Belki de bu yüzden adaylarını 29 Kasım Perşembe günü açıklayacağını ilan etti. Eğer Erdoğan, İstanbul adayını bugün açıklamaz ise, acaba CHP de İstanbul adayını açıklamayı erteleyecek mi? O da belli değil.
Neyse ki İstanbul da AK Parti de…
Neyse ki, İstanbul konusunda AK Parti’de de kafalar karışık. MHP lideri Devlet Bahçeli’nin Alaattin Çakıcı ve benzerlerine af çıkaramamış olmasına karşın, AK Parti’nin İYİ Parti seçeneğine başvurabileceği kaygısıyla Erdoğan’a dönmesi ardından Ankara’da AK Parti’nin işi nispeten kolaylaştı: MHP’nin desteğini alabilecek adayın gösterilmesi çözüm oldu. Ancak İstanbul gibi MHP’nin o kadar güçlü olmadığı bir şehirde sorun var. AK Parti’nin İstanbul’da yaptırdığı eğilim yoklamasında görevi bırakmak zorunda bırakılan eski Büyükşehir Belediye Başkanı Kadir Topbaş’ın hâlâ güçlü olduğunun görüldüğü iddiaları AK Parti Genel Merkezinde kaşların çatılmasına neden oldu.

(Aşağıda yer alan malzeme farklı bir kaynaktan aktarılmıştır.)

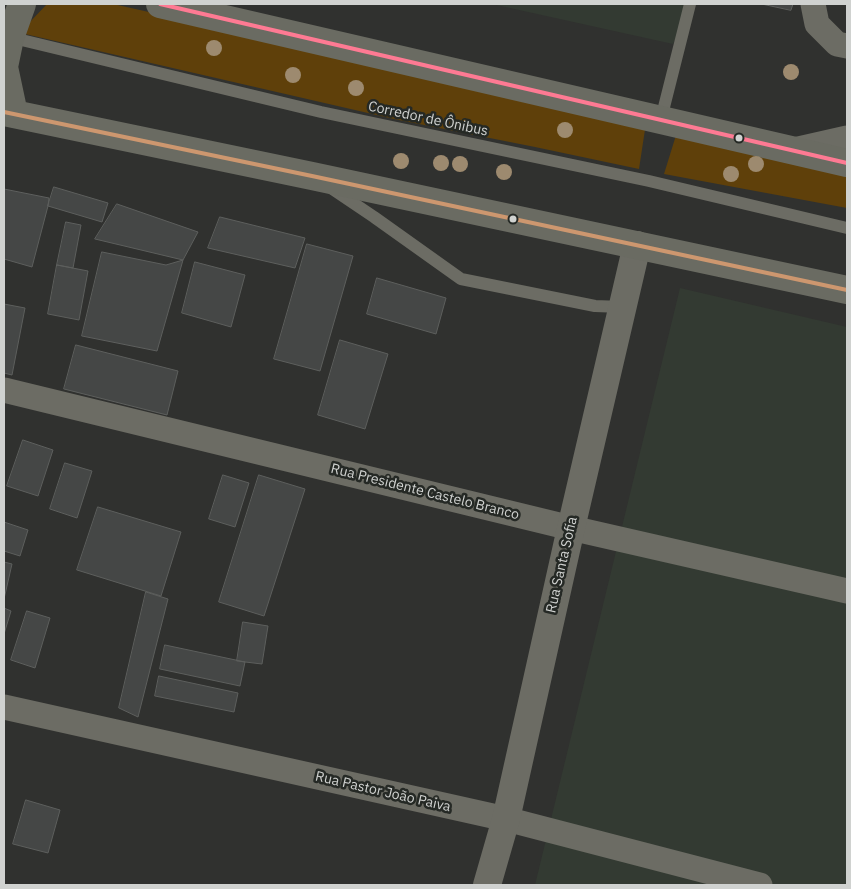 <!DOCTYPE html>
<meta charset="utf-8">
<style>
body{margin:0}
#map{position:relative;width:851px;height:889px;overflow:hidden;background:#30312f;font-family:"IBM Plex Sans",sans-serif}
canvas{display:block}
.frame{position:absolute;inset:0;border:5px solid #d0d2d0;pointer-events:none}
</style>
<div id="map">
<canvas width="851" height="889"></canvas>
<div class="frame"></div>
</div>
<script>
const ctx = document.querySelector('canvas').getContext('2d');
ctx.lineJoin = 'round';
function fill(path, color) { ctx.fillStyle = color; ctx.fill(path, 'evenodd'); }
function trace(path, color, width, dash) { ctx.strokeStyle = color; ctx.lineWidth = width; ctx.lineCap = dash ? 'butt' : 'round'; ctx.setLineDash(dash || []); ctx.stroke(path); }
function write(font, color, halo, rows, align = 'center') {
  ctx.font = font + ' "IBM Plex Sans",sans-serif'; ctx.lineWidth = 5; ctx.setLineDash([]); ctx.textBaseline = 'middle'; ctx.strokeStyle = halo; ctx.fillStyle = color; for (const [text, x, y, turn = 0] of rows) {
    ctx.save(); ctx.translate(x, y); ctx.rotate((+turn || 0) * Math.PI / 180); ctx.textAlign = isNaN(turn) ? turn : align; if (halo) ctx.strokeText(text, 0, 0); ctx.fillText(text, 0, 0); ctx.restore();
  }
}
fill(new Path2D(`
 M492 4H693L673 44Z
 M680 288 847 327V885H535Z`), '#333a32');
fill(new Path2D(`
 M47 4H113L646 123 639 169 535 147 394 119 25 34 29 23Z
 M677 132 847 174V208L664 174Z`), '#5f400a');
const building = new Path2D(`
 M762 4H793L791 10Z
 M54 187 108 203 102 222 48 206Z
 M4 189 49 198 48 206 32 267 4 259Z
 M117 204 198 232 183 260 95 239Z
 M220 217 305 238 295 268 208 248Z
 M66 222 81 225 73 268 57 265Z
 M307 244 353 256 320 371 274 359Z
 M102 252 166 265 183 260 157 351 82 336Z
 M195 262 245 275 231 327 182 313Z
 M57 265 88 271 79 320 48 314Z
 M377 278 446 298 436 334 367 314Z
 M4 304 25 308 12 375 4 373Z
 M340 340 388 354 365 429 318 415Z
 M76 345 178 371 167 415 64 389Z
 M23 440 53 450 38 496 7 486Z
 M65 463 92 471 77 518 50 509Z
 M223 475 249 483 235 527 209 519Z
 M259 475 305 489 264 616 219 602Z
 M98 507 181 532 161 596 77 570Z
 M4 522 28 530 20 556 4 551Z
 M4 562 12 564 4 599Z
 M146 592 168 599 138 717 119 708Z
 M4 608 11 611 4 634Z
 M27 611 50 618 35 668 11 660Z
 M243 622 268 626 262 664 237 661Z
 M165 645 245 662 240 686 160 669Z
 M159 676 238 693 234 712 155 696Z
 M26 800 60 810 48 853 13 844Z`);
fill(building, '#454746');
trace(building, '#5d5f5d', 1);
trace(new Path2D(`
 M9 37 321 112 649 181 847 228
 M661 119 690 4
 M331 188 374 217 461 279 595 306 622 307`), '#6c6c64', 12);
trace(new Path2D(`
 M813 4 817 24 837 44 847 46
 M794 150 847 138
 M4 390 571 528 847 591
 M4 707 506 819 760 885`), '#6c6c64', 25);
trace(new Path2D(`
 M487 885 506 819 571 528 637 245`), '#6c6c64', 28);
trace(new Path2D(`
 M160 4 847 163
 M4 112 312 176 847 290
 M14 114 4 67 10 38 22 4`), '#6a6b62', 28);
trace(new Path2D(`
 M160 4 847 163`), '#fe7a93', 4);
trace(new Path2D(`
 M4 112 312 176 847 290`), '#cd976f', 4);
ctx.fillStyle = '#9d8a6f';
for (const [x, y] of [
 [214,48],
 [791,72],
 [293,75],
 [356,88],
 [565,130],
 [401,161],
 [441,163],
 [460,164],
 [756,164],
 [504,172],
 [731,174]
]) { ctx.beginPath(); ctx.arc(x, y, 8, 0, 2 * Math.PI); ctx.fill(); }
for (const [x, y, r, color] of [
 [739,138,4.5,"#d0d2d0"],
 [513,219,4.5,"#d0d2d0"]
]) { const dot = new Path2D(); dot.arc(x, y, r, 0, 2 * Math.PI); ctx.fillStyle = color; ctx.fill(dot); trace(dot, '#252925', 2); }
write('14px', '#d0d2d0', '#252925', [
 ["Corredor de Ônibus",428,119,12],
 ["Rua Presidente Castelo Branco",425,492,14],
 ["Rua Santa Sofia",562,565,-77],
 ["Rua Pastor João Paiva",383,792,13]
]);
</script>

Eski Başbakan, şimdiki Meclis Başkanı Binali Yıldırım’ın ismi İstanbul için böylece öne çıktı. Oysa Yıldırım, Cumhurbaşkanı Yardımcılığı beklerken işlevi kalmamış Meclis Başkanlığına gönderilmiş olmaktan dolayı kırgın görünüyordu. En azından bazı kilit önemdeki ilçe belediyelerini kendi belirlemek istiyordu.
Erdoğan ise bazı yerleri şansa bırakmak istemiyor. Örneğin Cumhurbaşkanlığı konutu ve askeri tesislerin bulunduğu, şimdi MİT İstanbul Bölge Başkanlığının da kurulmakta olduğu Sarıyer’i almak için CHP’nin başarılı belediye başkanı Şükrü Genç’in karşısına, Beyoğlu’nun başarılı belediye başkanı Misbah Demircan’ı çıkarmak istiyor. Neticede “emirin demiri kestiği” bir Türkiye’deyiz ama siyasette her an, her şeyin mümkün olduğu da görülüyor.

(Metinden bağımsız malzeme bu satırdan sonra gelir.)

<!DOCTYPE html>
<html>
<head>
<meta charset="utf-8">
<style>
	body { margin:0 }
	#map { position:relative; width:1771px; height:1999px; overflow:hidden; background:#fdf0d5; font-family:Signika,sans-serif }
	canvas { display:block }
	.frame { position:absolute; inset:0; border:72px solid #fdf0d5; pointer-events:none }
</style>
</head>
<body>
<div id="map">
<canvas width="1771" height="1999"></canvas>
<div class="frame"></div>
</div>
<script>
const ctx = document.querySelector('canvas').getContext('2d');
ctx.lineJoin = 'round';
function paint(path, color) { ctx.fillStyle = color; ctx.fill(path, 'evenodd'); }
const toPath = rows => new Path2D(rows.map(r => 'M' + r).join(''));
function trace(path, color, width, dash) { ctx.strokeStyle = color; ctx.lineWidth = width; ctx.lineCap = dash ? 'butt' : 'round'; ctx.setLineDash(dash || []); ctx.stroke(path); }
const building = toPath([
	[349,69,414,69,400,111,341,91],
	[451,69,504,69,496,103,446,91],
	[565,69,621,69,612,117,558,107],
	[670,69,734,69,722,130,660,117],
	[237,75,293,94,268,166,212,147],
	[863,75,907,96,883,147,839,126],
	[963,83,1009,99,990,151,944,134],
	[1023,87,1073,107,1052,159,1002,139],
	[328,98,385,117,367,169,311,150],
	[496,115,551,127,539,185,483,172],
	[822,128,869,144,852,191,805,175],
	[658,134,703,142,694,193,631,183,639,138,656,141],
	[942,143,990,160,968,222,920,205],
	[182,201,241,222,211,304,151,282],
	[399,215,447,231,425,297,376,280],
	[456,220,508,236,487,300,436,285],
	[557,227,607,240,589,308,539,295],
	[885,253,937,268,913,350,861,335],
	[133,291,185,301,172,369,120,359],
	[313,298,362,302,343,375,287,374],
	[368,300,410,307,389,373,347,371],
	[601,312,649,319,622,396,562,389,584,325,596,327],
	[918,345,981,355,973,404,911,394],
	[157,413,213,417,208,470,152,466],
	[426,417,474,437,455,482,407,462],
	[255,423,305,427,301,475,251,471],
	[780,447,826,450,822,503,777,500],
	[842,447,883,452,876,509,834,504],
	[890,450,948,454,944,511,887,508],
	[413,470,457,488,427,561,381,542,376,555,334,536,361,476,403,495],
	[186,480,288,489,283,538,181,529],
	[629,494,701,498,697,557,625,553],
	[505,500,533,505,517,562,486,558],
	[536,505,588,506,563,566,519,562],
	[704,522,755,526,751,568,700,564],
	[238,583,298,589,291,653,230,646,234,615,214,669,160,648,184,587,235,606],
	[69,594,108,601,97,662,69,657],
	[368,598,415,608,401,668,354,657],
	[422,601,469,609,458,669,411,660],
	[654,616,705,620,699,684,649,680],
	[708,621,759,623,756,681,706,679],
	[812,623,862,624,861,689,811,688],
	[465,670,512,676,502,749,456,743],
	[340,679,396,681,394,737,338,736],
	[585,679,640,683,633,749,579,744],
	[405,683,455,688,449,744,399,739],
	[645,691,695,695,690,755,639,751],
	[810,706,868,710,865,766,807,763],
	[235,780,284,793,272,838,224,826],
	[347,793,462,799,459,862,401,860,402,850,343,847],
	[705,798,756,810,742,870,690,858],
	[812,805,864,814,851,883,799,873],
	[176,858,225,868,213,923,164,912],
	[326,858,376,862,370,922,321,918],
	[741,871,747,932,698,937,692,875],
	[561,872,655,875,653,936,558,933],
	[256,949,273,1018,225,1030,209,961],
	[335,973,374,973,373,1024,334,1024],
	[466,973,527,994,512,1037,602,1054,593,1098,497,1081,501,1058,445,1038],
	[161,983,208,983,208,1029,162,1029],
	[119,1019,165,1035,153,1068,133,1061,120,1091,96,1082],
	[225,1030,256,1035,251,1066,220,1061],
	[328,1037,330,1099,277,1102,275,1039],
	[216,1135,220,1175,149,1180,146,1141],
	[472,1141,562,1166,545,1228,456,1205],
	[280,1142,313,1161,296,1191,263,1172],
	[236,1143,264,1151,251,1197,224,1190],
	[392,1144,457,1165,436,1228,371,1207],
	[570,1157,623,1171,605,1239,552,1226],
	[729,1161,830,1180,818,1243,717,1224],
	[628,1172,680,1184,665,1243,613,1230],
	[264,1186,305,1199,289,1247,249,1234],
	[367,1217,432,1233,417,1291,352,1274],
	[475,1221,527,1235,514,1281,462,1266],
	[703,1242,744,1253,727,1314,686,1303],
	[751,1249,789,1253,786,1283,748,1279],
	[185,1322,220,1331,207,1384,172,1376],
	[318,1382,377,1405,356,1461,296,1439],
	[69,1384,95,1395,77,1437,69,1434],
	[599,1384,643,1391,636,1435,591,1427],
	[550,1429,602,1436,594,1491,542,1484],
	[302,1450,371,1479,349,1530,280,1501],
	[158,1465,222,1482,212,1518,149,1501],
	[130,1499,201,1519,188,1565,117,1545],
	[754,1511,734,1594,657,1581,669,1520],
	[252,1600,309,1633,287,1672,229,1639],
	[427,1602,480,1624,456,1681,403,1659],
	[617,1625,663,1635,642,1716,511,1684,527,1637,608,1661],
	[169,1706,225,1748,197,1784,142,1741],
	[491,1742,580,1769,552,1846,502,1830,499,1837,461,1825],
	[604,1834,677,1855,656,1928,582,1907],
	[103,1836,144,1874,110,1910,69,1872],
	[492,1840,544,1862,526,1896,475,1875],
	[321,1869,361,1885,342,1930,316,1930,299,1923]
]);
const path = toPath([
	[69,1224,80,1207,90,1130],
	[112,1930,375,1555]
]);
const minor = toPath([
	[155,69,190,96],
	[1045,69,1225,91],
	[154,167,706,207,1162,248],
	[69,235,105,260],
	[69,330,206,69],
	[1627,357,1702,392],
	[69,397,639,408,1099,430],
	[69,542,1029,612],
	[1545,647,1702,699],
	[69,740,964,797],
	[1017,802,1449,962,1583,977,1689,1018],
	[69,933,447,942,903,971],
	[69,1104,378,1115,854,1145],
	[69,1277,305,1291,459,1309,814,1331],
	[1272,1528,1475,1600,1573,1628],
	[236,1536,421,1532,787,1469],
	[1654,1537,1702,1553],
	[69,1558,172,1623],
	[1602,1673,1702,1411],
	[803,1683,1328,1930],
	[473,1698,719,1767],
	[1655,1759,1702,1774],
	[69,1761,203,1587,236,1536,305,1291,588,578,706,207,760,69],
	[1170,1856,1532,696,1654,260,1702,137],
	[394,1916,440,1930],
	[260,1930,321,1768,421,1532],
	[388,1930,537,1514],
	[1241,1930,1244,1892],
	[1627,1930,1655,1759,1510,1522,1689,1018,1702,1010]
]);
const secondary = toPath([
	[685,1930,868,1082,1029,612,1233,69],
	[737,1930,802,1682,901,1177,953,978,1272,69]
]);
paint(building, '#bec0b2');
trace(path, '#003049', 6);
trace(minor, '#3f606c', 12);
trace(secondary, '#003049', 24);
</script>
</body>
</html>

Baksanıza, 2001’deki AK Parti kurucu heyetinden bugün –Erdoğan dışında- hâlâ yetkili bir makamda oturan bir Meclis Başkanı Yıldırım kaldı, bir de Dışişleri Bakanı Mevlüt Çavuşoğlu.

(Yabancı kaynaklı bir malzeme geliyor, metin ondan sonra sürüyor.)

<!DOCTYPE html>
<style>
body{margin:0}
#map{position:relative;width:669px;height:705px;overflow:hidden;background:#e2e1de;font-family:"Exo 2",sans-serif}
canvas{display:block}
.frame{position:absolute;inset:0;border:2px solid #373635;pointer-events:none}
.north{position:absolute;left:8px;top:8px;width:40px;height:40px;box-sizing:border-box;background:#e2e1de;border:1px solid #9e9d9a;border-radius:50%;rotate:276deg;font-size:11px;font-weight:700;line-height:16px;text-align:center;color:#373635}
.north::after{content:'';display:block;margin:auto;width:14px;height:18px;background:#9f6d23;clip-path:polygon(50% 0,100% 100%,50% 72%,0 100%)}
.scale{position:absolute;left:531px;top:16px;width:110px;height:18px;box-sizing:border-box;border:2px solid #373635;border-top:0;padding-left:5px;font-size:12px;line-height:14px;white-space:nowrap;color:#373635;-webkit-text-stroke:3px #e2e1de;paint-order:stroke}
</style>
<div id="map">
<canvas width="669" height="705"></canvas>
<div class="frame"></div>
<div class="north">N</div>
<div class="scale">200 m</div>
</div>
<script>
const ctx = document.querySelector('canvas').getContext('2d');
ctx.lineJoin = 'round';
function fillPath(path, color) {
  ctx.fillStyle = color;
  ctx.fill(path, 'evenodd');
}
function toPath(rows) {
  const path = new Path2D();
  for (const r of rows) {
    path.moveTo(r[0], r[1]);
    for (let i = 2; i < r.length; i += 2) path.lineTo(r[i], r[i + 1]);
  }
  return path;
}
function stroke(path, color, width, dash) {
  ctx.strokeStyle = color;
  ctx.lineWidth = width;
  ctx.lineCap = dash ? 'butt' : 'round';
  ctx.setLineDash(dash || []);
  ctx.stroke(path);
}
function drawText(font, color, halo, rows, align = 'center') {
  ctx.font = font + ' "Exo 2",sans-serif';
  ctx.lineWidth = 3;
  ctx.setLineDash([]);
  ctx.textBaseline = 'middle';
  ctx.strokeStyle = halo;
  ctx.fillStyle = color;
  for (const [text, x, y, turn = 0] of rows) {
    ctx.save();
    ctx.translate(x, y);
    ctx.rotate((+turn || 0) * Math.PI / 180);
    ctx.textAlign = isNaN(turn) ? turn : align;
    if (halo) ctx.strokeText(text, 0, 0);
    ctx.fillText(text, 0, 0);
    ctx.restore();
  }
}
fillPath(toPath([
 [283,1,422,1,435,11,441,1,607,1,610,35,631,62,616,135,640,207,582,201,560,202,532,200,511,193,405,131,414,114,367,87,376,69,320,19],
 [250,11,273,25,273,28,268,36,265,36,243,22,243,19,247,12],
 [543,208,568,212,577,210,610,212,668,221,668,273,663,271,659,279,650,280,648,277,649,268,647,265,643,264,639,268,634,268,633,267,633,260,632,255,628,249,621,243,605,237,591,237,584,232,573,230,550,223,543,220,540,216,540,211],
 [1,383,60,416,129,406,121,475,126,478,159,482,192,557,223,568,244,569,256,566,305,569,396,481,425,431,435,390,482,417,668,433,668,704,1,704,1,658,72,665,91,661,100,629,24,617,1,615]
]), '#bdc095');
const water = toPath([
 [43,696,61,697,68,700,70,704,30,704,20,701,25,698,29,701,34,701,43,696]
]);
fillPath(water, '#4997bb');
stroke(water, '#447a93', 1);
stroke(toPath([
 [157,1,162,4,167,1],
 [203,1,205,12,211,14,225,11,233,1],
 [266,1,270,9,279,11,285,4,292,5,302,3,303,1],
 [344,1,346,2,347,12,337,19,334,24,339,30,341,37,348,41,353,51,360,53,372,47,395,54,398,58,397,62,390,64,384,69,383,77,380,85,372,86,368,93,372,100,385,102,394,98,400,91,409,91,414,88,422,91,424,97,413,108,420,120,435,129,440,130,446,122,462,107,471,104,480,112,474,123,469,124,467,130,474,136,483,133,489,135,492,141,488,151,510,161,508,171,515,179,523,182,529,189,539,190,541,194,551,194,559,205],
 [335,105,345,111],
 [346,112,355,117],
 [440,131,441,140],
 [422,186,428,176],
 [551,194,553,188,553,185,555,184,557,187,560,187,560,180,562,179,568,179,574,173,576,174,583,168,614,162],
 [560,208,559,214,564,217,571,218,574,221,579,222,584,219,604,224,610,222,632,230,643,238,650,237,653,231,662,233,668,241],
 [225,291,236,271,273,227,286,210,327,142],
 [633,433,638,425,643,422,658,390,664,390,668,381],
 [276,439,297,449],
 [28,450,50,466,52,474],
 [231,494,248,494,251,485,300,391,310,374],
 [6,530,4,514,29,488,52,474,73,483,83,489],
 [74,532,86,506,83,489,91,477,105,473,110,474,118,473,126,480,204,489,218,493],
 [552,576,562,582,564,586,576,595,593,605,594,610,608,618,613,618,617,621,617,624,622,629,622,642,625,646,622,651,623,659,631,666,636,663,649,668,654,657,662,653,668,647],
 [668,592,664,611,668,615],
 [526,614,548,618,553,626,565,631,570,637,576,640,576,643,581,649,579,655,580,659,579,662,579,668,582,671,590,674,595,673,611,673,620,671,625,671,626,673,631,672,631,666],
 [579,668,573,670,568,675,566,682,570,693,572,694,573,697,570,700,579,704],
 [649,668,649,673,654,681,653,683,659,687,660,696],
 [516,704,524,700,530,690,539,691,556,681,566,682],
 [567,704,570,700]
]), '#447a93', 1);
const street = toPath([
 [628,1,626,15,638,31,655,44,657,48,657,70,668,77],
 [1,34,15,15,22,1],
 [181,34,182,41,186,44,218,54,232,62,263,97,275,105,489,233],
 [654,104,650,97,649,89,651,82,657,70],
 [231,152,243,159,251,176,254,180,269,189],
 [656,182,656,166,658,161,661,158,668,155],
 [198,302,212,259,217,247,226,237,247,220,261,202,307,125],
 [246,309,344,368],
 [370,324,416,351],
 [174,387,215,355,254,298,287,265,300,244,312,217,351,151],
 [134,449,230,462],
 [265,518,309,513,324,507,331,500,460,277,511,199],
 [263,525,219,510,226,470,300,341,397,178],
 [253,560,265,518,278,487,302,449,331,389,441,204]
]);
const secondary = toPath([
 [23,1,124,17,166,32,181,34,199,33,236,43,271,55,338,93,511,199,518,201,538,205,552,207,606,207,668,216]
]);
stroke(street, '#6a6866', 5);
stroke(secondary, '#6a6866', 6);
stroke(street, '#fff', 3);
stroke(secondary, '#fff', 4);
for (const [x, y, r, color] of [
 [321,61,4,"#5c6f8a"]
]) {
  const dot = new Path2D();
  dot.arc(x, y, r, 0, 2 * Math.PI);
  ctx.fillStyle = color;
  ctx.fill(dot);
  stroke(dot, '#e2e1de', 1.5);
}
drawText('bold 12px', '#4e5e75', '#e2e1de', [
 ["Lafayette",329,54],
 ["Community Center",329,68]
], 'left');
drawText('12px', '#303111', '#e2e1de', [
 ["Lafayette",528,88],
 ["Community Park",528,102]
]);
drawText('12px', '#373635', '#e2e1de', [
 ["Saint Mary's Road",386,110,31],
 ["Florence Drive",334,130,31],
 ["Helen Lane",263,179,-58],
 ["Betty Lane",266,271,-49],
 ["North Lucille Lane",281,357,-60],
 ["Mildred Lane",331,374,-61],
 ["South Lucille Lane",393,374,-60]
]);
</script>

İYİ Parti, kararsız CHP’yi sıkıştırıyor
CHP’de ise işler sadece İstanbul değil Ankara’da da karışık.
Ankara’da kararsız kalan CHP, İYİ Parti tarafından fena sıkıştırılıyor. İYİ Parti lideri Meral Akşener, kimse bu tarafa bakmak istemiyor ama siyasette Kemal Kılıçdaroğlu’ndan eski; 28 Şubat dahil daha çok deneyim yaşadı. Şu anda İYİ Parti’nin kaybedecek bir şeyi olmadığını ancak kazanacakları bulunduğunu görüyor. Bu nedenle bir önceki seçimde CHP’den aday olan Mansur Yavaş’ı bu defa İYİ Parti’den aday yapıp CHP’nin ona oy vermesini, İYİ’nin de İstanbul’da CHP adayını desteklemesini öneriyor. Düşünsenize üç büyük şehirden başkent Ankara’da İYİ Partili belediye başkanının seçilmesi ihtimalini… Hem Erdoğan, hem Bahçeli’ye çifte darbe olmaz mı?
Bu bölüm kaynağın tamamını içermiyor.